Why would bubbles help? In winter, deeper water can stay slightly warmer than the icy surface. As bubbles rise, they move some of that warmer water upward, keeping open water around the solar panels and reducing the chance that ice locks the structure in place.
“Floating solar can be technically feasible in cold Canadian conditions, but winter operation cannot be treated as a minor detail,” Hayibo said. That is the heart of the study. The system did not simply survive winter by luck. It had to be designed around winter from the start.
Small pond, real output
Over a full year, the floating solar system generated about 7,700 kilowatt-hours of electricity. That is not a giant power plant, of course. It is a pilot project, and its value comes from what it proves under real outdoor conditions.
The researchers found that the foam-backed floating system produced up to 2.7% more energy than comparison photovoltaic models. That may sound modest, but in solar power, small percentage gains matter when scaled across many panels and many years.
The air-bubbler system also used relatively little energy in the best operating case. The study reported a range from 0.02% to 14.5% of annual output, depending on how the bubbling strategy was modeled and operated.
Why water matters
Floating solar is not only about making electricity. It can also reduce evaporation by shading the water. That is a big deal for reservoirs, farm ponds, and other water systems where every gallon matters.
In the Ontario study, the array covered only about 3% of the pond. However, the researchers estimated that covering half the surface could save up to roughly 245,000 gallons of water per year. That is not abstract math in places where drought, irrigation, and rising electricity demand are already part of daily life.
This fits into a larger trend. A 2025 U.S. study on federally controlled reservoirs found that floating photovoltaic systems could play a meaningful role in future energy planning, especially where land use is limited and water infrastructure already exists.
Not ready for every lake
Still, this is not a green light to cover every pond with solar panels. The Ontario project was small, inland, and tested in a controlled setting. Bigger installations would face harder questions about long-term foam durability, wildlife, water quality, anchoring, snow buildup, and maintenance.
There is also the question of local conditions. A quiet stormwater pond is not the same as a windy reservoir or a lake with strong waves. The more extreme the site, the more engineering the system will need.
That is why the next step matters. The team argues that foam-based floating solar now needs larger tests across different bodies of water. It worked in this Canadian pond. The real test is whether it can stay reliable, affordable, and safe when the project grows.
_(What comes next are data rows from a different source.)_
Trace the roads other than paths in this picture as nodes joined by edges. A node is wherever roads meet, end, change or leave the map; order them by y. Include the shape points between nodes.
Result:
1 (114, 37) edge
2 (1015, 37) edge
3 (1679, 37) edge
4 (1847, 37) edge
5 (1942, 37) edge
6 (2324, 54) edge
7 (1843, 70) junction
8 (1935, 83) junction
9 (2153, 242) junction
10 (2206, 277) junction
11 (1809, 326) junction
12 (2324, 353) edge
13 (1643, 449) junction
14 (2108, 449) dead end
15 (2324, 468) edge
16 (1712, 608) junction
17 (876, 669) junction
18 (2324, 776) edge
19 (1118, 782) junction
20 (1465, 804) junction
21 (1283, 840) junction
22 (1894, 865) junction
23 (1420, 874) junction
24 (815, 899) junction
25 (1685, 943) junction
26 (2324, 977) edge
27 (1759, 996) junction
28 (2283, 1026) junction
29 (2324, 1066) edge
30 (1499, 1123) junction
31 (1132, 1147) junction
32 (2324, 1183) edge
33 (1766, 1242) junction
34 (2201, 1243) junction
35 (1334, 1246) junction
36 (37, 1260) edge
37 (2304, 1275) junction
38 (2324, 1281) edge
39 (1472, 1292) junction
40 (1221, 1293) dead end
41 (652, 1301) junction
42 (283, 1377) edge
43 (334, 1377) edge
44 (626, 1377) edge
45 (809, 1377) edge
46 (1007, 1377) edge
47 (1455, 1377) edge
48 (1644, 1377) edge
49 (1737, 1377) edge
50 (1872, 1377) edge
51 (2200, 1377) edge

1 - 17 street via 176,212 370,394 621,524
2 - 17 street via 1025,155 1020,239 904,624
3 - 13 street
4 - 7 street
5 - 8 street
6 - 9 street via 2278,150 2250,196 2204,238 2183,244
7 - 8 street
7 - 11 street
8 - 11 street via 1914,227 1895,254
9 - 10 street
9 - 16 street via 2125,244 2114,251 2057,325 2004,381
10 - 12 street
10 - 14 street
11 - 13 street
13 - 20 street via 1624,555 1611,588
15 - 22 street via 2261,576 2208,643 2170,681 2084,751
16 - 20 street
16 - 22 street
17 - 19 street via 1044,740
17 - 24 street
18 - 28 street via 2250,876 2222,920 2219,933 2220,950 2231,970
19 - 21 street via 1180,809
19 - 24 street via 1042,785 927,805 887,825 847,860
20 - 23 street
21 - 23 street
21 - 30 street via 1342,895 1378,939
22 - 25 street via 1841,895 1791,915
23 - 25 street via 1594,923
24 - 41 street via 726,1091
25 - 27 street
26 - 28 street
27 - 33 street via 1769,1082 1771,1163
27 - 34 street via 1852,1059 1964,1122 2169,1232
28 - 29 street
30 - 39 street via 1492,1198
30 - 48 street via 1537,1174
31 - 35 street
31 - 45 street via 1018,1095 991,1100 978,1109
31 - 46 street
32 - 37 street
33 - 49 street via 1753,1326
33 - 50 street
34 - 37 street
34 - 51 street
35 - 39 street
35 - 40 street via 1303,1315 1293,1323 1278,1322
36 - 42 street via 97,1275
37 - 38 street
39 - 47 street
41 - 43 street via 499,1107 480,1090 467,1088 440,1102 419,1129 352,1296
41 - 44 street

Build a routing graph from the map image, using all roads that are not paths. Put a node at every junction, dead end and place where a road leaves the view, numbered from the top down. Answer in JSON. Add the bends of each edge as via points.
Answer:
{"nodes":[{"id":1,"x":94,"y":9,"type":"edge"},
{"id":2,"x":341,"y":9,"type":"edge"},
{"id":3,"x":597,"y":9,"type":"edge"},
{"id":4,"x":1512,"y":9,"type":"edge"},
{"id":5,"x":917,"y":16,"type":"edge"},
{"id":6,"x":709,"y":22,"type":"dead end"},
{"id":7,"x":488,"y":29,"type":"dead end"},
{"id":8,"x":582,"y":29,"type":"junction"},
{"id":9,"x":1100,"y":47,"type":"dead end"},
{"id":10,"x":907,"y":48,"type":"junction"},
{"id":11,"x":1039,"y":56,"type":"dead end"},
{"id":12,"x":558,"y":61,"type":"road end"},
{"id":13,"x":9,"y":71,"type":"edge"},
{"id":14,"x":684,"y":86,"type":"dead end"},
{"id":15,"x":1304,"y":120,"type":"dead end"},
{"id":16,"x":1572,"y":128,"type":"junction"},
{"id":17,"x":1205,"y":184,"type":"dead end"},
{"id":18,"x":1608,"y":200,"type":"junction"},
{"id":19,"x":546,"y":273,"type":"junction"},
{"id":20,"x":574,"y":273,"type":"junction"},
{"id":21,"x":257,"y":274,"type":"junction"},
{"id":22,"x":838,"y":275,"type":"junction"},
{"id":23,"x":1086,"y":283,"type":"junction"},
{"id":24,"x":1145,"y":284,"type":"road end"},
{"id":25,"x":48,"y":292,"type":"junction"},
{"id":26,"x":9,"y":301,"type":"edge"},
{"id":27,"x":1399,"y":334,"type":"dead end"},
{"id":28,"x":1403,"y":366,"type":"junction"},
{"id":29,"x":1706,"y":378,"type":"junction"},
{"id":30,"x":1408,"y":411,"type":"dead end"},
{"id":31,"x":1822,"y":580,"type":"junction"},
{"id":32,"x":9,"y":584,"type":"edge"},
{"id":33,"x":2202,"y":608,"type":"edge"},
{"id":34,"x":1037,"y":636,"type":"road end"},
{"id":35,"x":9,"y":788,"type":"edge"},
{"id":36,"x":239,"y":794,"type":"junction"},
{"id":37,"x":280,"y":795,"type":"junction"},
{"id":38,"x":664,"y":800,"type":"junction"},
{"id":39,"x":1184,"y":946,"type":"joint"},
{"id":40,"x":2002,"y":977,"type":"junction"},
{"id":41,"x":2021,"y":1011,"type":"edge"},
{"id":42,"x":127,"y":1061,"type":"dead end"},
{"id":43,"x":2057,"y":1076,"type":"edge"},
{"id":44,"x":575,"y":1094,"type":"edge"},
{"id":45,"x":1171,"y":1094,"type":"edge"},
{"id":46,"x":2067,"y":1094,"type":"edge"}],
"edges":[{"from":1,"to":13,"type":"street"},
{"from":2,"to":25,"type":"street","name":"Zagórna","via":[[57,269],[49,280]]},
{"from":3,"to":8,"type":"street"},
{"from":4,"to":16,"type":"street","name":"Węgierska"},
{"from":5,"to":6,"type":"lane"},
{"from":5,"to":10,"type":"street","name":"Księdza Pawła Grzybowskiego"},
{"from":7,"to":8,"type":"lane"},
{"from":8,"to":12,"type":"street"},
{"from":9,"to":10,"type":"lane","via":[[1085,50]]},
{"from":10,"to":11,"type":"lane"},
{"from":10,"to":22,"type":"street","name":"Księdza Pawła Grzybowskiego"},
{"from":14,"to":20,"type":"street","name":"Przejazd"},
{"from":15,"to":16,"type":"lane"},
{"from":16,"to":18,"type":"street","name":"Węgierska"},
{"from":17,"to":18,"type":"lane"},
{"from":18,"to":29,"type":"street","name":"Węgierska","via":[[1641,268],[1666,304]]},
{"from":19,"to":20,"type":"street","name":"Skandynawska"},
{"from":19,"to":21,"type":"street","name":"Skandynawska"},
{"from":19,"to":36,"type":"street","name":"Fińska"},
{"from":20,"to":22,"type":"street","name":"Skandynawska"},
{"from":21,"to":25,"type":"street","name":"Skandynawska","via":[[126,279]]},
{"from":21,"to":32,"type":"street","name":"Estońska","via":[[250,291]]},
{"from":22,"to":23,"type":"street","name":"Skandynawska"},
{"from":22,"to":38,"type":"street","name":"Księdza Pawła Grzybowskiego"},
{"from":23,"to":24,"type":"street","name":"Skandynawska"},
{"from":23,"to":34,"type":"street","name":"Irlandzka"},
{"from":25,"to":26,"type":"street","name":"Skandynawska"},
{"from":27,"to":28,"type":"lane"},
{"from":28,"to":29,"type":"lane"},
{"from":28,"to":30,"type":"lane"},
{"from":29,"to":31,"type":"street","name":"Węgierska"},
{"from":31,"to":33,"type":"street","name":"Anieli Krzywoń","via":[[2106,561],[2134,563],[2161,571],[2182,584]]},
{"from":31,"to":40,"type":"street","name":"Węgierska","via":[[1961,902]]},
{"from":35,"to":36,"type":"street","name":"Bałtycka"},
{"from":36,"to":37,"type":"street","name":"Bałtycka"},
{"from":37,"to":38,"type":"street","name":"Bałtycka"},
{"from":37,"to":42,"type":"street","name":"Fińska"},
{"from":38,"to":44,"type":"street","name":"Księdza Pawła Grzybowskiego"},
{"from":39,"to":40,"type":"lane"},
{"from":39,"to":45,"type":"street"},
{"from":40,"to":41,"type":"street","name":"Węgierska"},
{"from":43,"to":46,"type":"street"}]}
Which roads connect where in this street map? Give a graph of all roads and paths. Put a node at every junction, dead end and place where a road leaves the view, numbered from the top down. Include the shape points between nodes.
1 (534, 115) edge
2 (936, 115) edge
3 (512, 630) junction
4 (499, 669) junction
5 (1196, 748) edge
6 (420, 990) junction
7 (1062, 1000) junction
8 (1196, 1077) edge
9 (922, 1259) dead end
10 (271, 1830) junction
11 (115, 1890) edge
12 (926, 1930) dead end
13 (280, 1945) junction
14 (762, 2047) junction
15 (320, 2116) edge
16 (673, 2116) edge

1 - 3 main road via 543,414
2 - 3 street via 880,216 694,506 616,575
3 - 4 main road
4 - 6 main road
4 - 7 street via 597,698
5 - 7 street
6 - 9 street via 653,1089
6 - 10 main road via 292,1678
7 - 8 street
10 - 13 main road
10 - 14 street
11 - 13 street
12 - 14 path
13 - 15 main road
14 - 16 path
Floating solar’s cold-climate test
At the end of the day, this experiment shows that winter does not have to stop floating solar. Foam helped the panels float close to the water. Bubbles helped keep ice away. Together, they made a simple but practical cold-weather design.
For people thinking about clean energy, the story is easy to understand. Solar panels do not have to sit only on rooftops, deserts, or farm fields. Sometimes, they can sit on water, even when that water wants to freeze.
The main study has been published in Applied Energy.